Consider this particular group:

$${G}=\frac{SU(N)_A \times SU(N)_{B} \times U(1)}{(\mathbb{Z}_N)^2} \equiv \frac{G_0}{G_1},$$

We define $G_0 \equiv SU(N)_A \times SU(N)_{B} \times U(1)$ and $G_1 \equiv {(\mathbb{Z}_N)^2}$.

Question: What is the fundamental group $\pi_1(G)=\pi_1(G_0/G_1)=?$


This group can be understood as a triplet $$(g_A, g_B, e^{i \theta}) \in SU(N)_A \times SU(N)_B \times U(1),$$ such that $(e^{i \frac{2\pi}{N}} \mathbb{I}_N, \mathbb{I}_N, e^{-i \frac{2\pi}{N}})$ is the first $\mathbb{Z}_N$ generator mod out in $G$, while $(\mathbb{I}_N,e^{i \frac{2\pi}{N}} \mathbb{I}_N, e^{-i \frac{2\pi}{N}})$ is the second $\mathbb{Z}_N$ generator mod out in $G$.
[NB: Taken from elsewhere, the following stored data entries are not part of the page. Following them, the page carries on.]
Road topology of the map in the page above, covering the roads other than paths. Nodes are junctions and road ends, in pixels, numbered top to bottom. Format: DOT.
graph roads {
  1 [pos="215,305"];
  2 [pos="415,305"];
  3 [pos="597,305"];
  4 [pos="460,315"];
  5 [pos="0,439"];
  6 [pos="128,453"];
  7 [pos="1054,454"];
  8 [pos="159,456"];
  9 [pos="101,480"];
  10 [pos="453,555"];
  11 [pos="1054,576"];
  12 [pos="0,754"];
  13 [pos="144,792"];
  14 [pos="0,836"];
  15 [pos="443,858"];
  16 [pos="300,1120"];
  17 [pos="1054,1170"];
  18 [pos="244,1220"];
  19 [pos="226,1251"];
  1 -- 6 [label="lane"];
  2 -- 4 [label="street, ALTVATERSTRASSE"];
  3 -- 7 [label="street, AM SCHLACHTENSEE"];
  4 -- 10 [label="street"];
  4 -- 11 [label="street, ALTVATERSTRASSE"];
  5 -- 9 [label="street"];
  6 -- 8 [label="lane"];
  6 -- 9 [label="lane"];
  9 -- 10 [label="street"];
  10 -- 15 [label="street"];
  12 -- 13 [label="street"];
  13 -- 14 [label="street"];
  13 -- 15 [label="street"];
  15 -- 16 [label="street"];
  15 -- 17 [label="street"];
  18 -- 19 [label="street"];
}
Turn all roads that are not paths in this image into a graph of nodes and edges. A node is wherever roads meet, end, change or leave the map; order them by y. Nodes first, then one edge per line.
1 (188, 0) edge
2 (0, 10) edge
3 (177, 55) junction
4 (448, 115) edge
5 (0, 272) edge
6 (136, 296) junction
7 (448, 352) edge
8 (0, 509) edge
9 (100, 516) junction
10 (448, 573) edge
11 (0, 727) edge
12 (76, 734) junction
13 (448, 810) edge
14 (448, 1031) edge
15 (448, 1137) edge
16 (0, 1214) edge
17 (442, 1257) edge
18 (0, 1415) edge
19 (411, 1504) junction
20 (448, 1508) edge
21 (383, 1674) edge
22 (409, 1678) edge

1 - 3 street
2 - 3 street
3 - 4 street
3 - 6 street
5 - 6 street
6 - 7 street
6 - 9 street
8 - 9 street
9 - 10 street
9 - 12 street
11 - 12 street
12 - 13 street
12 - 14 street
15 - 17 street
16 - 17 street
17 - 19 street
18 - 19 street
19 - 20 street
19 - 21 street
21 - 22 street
The $\mathbb{I}_N$ means the rank-N identity matrix.

Namely (1) the center of $SU(N)_A$, (2) the center of $SU(N)_B$ and (3) the $e^{i \frac{2\pi}{N}}\in U(1)$ overlap, thus we only mod out the twice redundant $(\mathbb{Z}_N)^2$.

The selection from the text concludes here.